Render every entry verbatim.
### Available data
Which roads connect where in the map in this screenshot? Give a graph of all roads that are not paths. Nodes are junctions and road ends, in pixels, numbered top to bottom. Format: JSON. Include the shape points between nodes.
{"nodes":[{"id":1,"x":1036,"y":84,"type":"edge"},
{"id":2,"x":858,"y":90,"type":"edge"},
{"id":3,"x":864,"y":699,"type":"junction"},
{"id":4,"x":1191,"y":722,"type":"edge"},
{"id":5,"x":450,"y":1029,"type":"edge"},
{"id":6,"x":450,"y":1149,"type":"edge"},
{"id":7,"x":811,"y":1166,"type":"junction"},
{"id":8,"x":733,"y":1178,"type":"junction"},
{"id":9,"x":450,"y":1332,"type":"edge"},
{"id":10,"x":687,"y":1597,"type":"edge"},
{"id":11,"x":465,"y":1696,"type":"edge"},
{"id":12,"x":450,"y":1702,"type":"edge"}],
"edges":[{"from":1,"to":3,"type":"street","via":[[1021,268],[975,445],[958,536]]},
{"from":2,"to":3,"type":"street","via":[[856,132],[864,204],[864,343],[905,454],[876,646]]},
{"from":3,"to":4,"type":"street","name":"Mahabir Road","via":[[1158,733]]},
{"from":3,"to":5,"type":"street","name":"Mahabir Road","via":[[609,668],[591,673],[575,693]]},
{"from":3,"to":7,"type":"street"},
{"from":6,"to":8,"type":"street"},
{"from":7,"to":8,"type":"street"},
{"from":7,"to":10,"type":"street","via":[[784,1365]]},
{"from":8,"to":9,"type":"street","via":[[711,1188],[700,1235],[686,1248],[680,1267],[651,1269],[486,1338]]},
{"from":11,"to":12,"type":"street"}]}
######
→ **Expected answer**
Which roads connect where in the map in this screenshot? Give a graph of all roads that are not paths. Nodes are junctions and road ends, in pixels, numbered top to bottom. Format: JSON. Include the shape points between nodes.
{"nodes":[{"id":1,"x":1036,"y":84,"type":"edge"},
{"id":2,"x":858,"y":90,"type":"edge"},
{"id":3,"x":864,"y":699,"type":"junction"},
{"id":4,"x":1191,"y":722,"type":"edge"},
{"id":5,"x":450,"y":1029,"type":"edge"},
{"id":6,"x":450,"y":1149,"type":"edge"},
{"id":7,"x":811,"y":1166,"type":"junction"},
{"id":8,"x":733,"y":1178,"type":"junction"},
{"id":9,"x":450,"y":1332,"type":"edge"},
{"id":10,"x":687,"y":1597,"type":"edge"},
{"id":11,"x":465,"y":1696,"type":"edge"},
{"id":12,"x":450,"y":1702,"type":"edge"}],
"edges":[{"from":1,"to":3,"type":"street","via":[[1021,268],[975,445],[958,536]]},
{"from":2,"to":3,"type":"street","via":[[856,132],[864,204],[864,343],[905,454],[876,646]]},
{"from":3,"to":4,"type":"street","name":"Mahabir Road","via":[[1158,733]]},
{"from":3,"to":5,"type":"street","name":"Mahabir Road","via":[[609,668],[591,673],[575,693]]},
{"from":3,"to":7,"type":"street"},
{"from":6,"to":8,"type":"street"},
{"from":7,"to":8,"type":"street"},
{"from":7,"to":10,"type":"street","via":[[784,1365]]},
{"from":8,"to":9,"type":"street","via":[[711,1188],[700,1235],[686,1248],[680,1267],[651,1269],[486,1338]]},
{"from":11,"to":12,"type":"street"}]}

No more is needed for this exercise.